Хрущев. Конечно, если деньги платят, то нужно что-то делать. А если проступков нет, а начальство спрашивает, ты, сукин сын, работаешь. Если нет, так надо сделать.

Я знаю по Москве, в прошлом году человека осудили на 25 лет, потому что агент сам выдумал дело на этого человека, и его осудили. Вот какое дело.

Надо навести, товарищи, порядок, надо людям дать работу согласно их способностям. И надо людей оставить столько, сколько нужно на этом посту, и таких, которые бы понимали политику партии, строго ее проводили и подчинялись ей.

Голоса. Правильно»[458].

Эти же аргументы подходят и для всего аппарата МГБ.
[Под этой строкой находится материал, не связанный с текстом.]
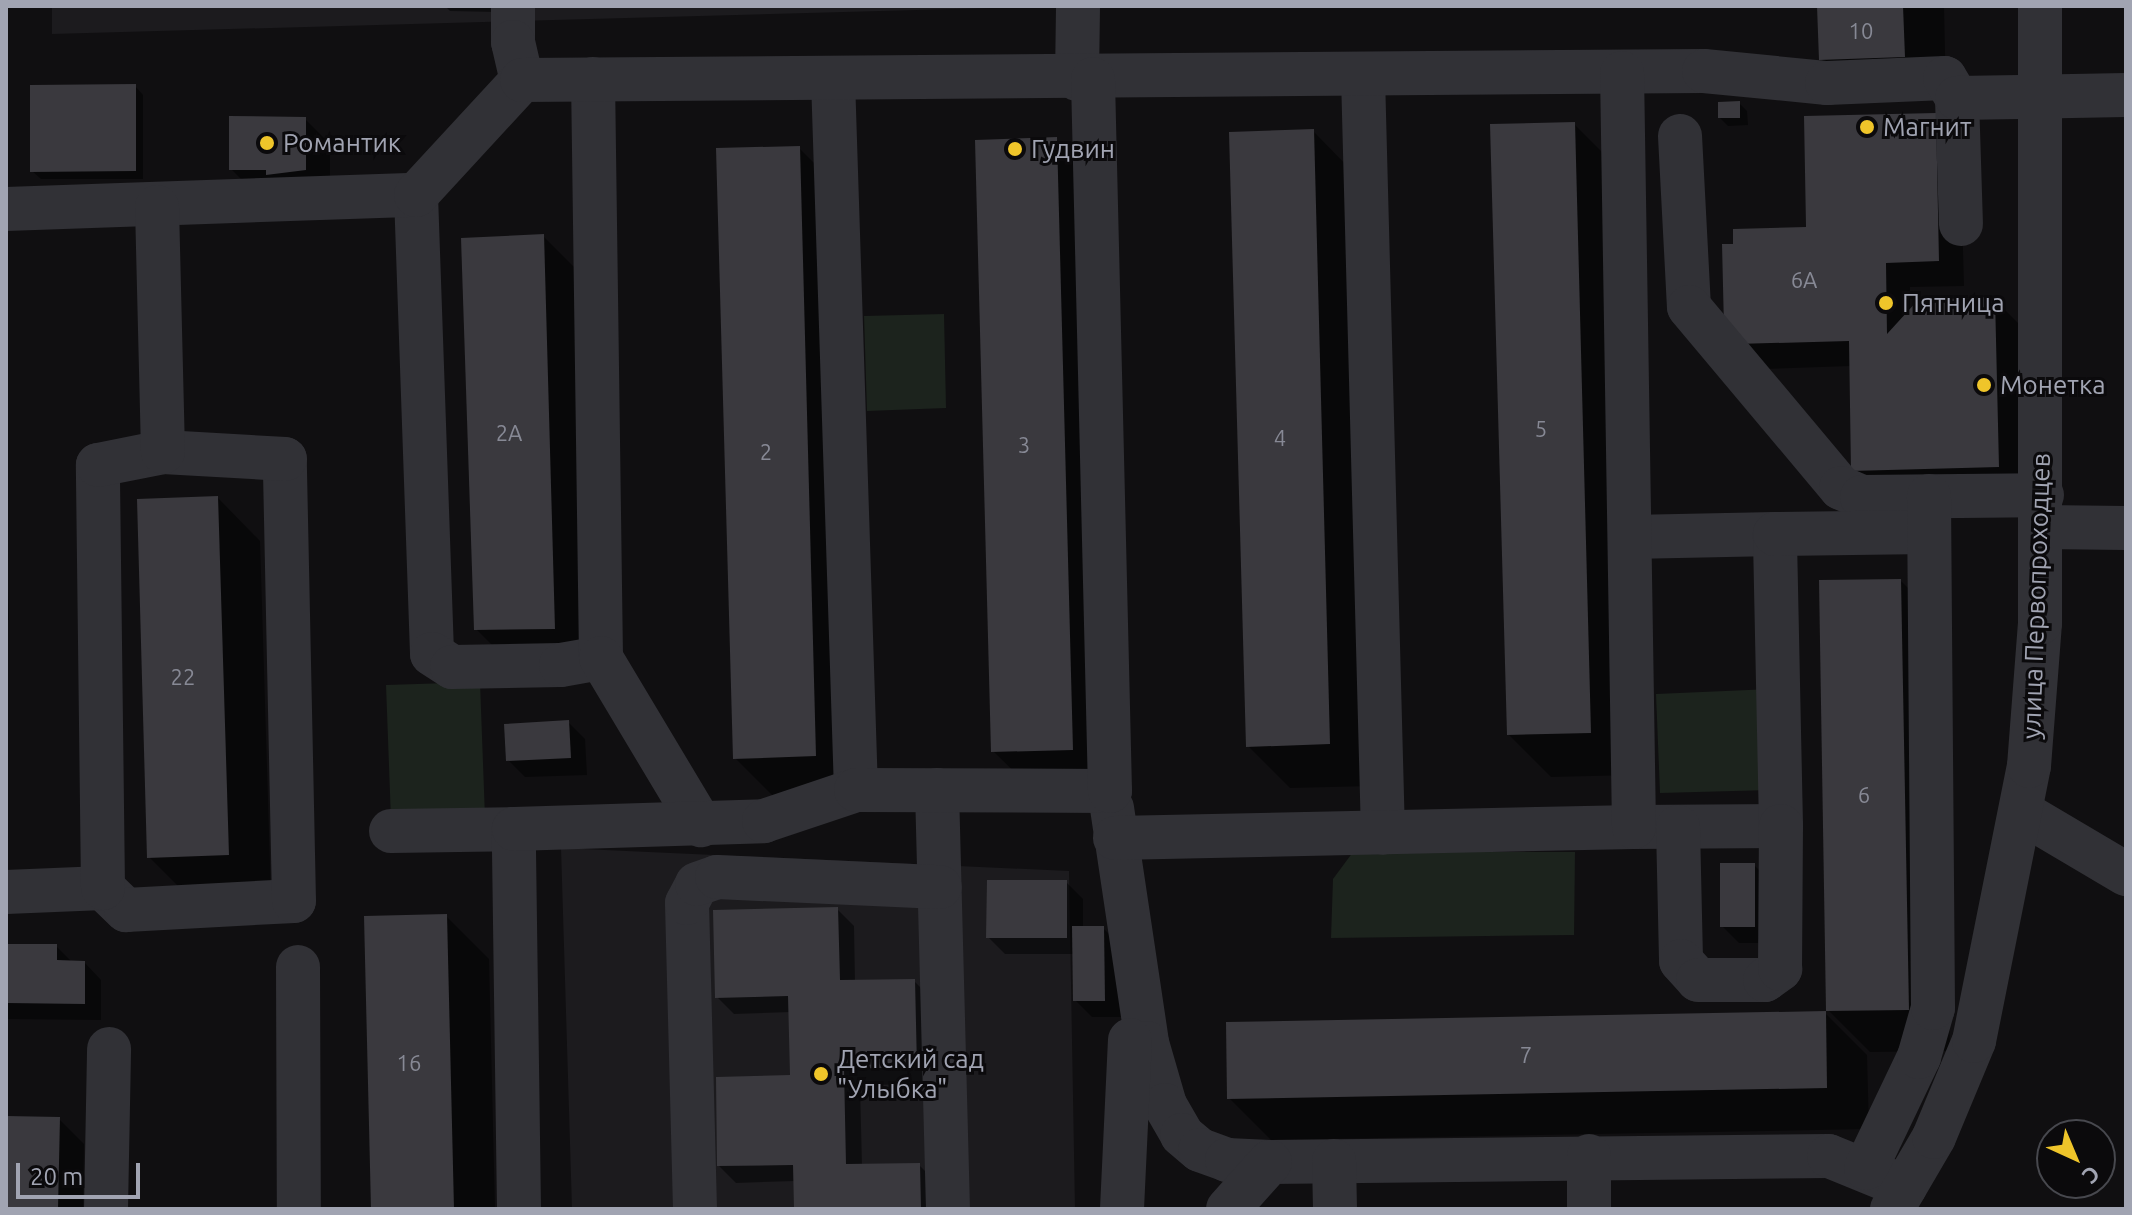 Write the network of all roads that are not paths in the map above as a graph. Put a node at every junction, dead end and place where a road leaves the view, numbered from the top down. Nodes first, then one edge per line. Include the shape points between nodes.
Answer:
1 (513, 6) edge
2 (1078, 6) edge
3 (2040, 6) edge
4 (1622, 73) junction
5 (1363, 76) junction
6 (593, 79) junction
7 (833, 79) junction
8 (1085, 79) junction
9 (522, 80) junction
10 (2126, 95) edge
11 (2041, 97) junction
12 (1957, 98) junction
13 (1680, 136) dead end
14 (416, 195) junction
15 (157, 207) junction
16 (6, 209) edge
17 (1961, 224) dead end
18 (163, 452) junction
19 (2042, 511) junction
20 (1929, 514) junction
21 (2126, 528) edge
22 (1775, 534) junction
23 (1630, 537) junction
24 (601, 658) junction
25 (856, 790) junction
26 (937, 790) junction
27 (1110, 791) junction
28 (2021, 812) junction
29 (701, 825) junction
30 (1781, 826) junction
31 (1634, 827) junction
32 (1678, 827) junction
33 (514, 829) junction
34 (391, 831) dead end
35 (1383, 833) junction
36 (1115, 838) junction
37 (2126, 874) edge
38 (940, 887) junction
39 (103, 888) junction
40 (6, 892) edge
41 (1131, 937) junction
42 (298, 967) dead end
43 (109, 1049) dead end
44 (1589, 1156) junction
45 (1334, 1161) junction
46 (1270, 1162) junction
47 (1866, 1168) junction
48 (1898, 1198) edge
49 (106, 1209) edge
50 (299, 1209) edge
51 (519, 1209) edge
52 (695, 1209) edge
53 (948, 1209) edge
54 (1122, 1209) edge
55 (1228, 1209) edge
56 (1335, 1209) edge
57 (1589, 1209) edge

1 - 9 street via 513,42
2 - 8 street
3 - 11 street, улица Первопроходцев
4 - 5 street
4 - 12 street via 1704,71 1827,83 1945,78
4 - 23 street
5 - 8 street
5 - 35 street
6 - 7 street
6 - 9 street
6 - 24 street
7 - 8 street
7 - 25 street
8 - 27 street
9 - 14 street
10 - 11 street
11 - 12 street
11 - 19 street, улица Первопроходцев
12 - 17 street
13 - 20 street via 1685,290 1697,322 1841,488
14 - 15 street
14 - 24 street via 432,654 452,667 561,665
15 - 16 street
15 - 18 street
18 - 39 street via 98,465
18 - 39 street via 285,459 294,901 126,910
19 - 20 street
19 - 21 street
19 - 28 street, улица Первопроходцев via 2036,701
20 - 22 street
20 - 47 street via 1933,1008 1919,1057
22 - 23 street
22 - 30 street
23 - 31 street
24 - 29 street
25 - 26 street
25 - 29 street via 764,821
26 - 27 street
26 - 38 street
27 - 36 street
28 - 37 street
28 - 48 street, улица Первопроходцев via 1974,1041 1934,1137
29 - 33 street
30 - 32 street
30 - 32 street via 1780,969 1765,980 1691,977 1681,961
31 - 32 street
31 - 35 street
33 - 34 street
33 - 51 street
35 - 36 street
36 - 41 street
38 - 52 street via 717,877 697,884 687,903
38 - 53 street
39 - 40 street
41 - 46 street via 1153,1067 1182,1135 1227,1160
41 - 54 street via 1130,1099
42 - 50 street
43 - 49 street
44 - 45 street
44 - 47 street via 1829,1156
44 - 57 street
45 - 46 street
45 - 56 street
46 - 55 street
47 - 48 street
В декабре 1948 года после доклада Абакумова о начатом в МГБ «деле ЕАК» Сталин дал санкцию на арест председателя ЕАК Ицика Фефера и нового директора Еврейского театра в Москве Вениамина Зускина. Этими арестами началась цепная реакция репрессий по разным «сионистским» делам, не прекращавшаяся уже до смерти Сталина. По делу ЕАК в начале 1949 года были арестованы десятки человек. Некоторых из них впоследствии отбирали для суда по намеченному сценарию, другим выносили приговоры заочно через Особое Совещание. Подробности следствия и последующего суда над бывшими членами ЕАК достаточно полно изложены в нескольких книгах.